### What the task asks
Please transcribe the records precisely; pictures stay out of your copy.
(Material for this exercise)
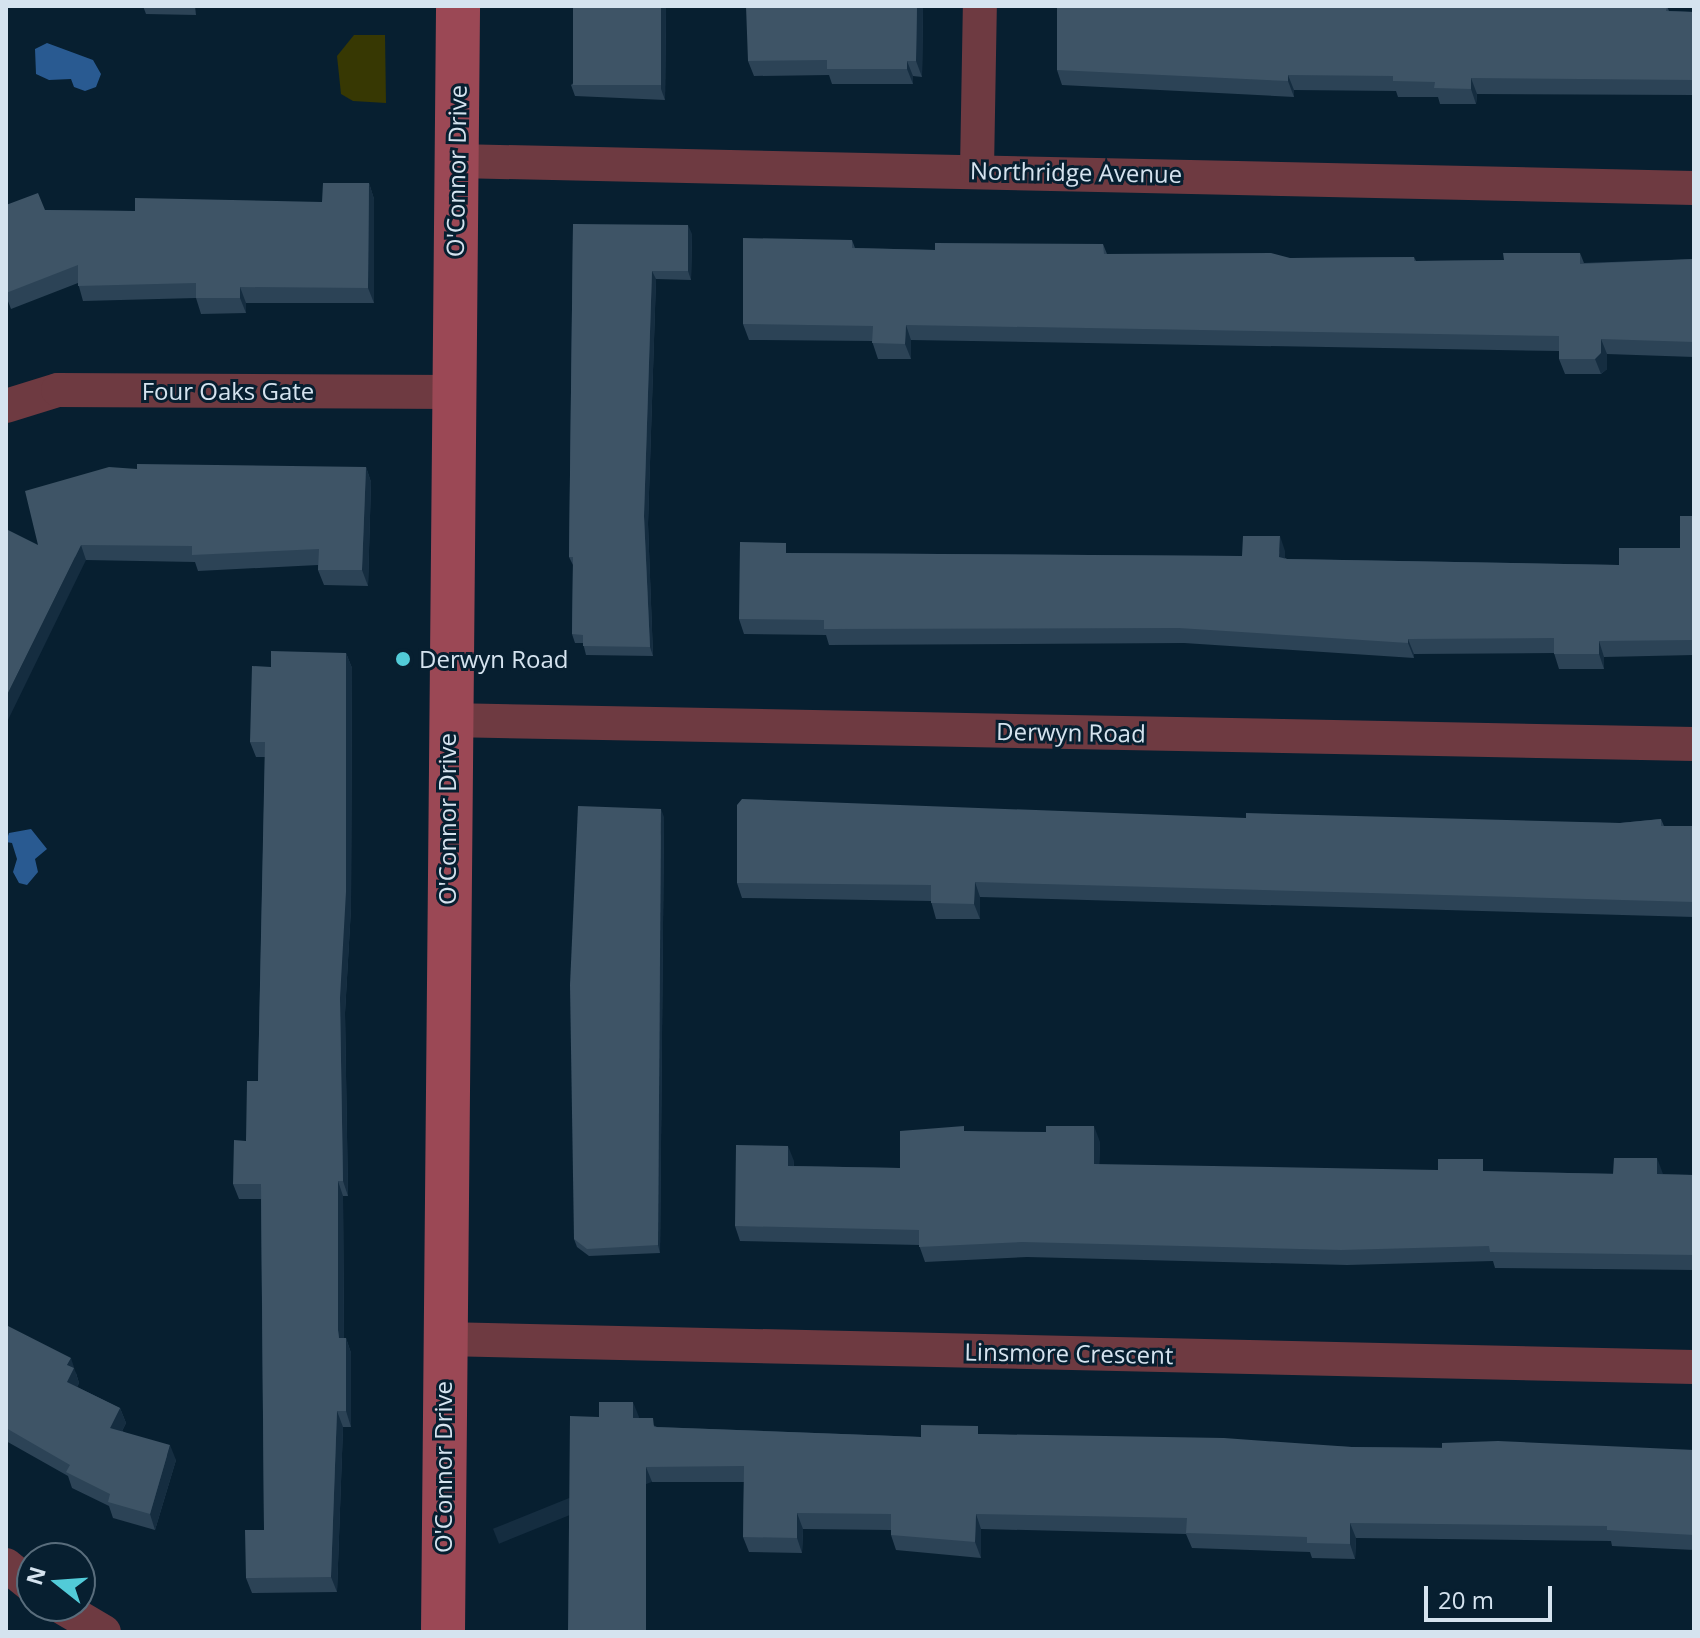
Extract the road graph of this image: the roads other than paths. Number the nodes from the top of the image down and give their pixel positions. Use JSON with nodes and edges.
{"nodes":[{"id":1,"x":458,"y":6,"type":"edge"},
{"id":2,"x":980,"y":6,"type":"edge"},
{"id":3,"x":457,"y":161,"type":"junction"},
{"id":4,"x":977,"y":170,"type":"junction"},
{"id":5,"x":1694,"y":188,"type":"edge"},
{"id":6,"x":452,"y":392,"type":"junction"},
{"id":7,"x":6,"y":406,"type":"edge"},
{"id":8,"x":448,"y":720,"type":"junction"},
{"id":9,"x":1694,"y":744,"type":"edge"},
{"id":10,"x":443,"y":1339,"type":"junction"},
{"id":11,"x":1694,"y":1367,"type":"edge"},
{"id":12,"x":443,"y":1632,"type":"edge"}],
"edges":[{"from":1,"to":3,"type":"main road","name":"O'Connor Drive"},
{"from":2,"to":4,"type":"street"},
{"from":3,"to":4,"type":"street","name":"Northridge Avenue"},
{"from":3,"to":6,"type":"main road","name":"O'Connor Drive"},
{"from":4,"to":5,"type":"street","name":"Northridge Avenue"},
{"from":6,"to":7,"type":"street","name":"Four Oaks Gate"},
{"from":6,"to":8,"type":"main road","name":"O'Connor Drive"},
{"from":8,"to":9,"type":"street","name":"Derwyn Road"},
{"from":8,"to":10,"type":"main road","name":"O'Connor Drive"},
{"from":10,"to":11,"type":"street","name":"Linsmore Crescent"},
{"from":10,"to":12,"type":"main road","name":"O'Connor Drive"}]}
(End Material for this exercise)
### Final answer
Extract the road graph of this image: the roads other than paths. Number the nodes from the top of the image down and give their pixel positions. Use JSON with nodes and edges.
{"nodes":[{"id":1,"x":458,"y":6,"type":"edge"},
{"id":2,"x":980,"y":6,"type":"edge"},
{"id":3,"x":457,"y":161,"type":"junction"},
{"id":4,"x":977,"y":170,"type":"junction"},
{"id":5,"x":1694,"y":188,"type":"edge"},
{"id":6,"x":452,"y":392,"type":"junction"},
{"id":7,"x":6,"y":406,"type":"edge"},
{"id":8,"x":448,"y":720,"type":"junction"},
{"id":9,"x":1694,"y":744,"type":"edge"},
{"id":10,"x":443,"y":1339,"type":"junction"},
{"id":11,"x":1694,"y":1367,"type":"edge"},
{"id":12,"x":443,"y":1632,"type":"edge"}],
"edges":[{"from":1,"to":3,"type":"main road","name":"O'Connor Drive"},
{"from":2,"to":4,"type":"street"},
{"from":3,"to":4,"type":"street","name":"Northridge Avenue"},
{"from":3,"to":6,"type":"main road","name":"O'Connor Drive"},
{"from":4,"to":5,"type":"street","name":"Northridge Avenue"},
{"from":6,"to":7,"type":"street","name":"Four Oaks Gate"},
{"from":6,"to":8,"type":"main road","name":"O'Connor Drive"},
{"from":8,"to":9,"type":"street","name":"Derwyn Road"},
{"from":8,"to":10,"type":"main road","name":"O'Connor Drive"},
{"from":10,"to":11,"type":"street","name":"Linsmore Crescent"},
{"from":10,"to":12,"type":"main road","name":"O'Connor Drive"}]}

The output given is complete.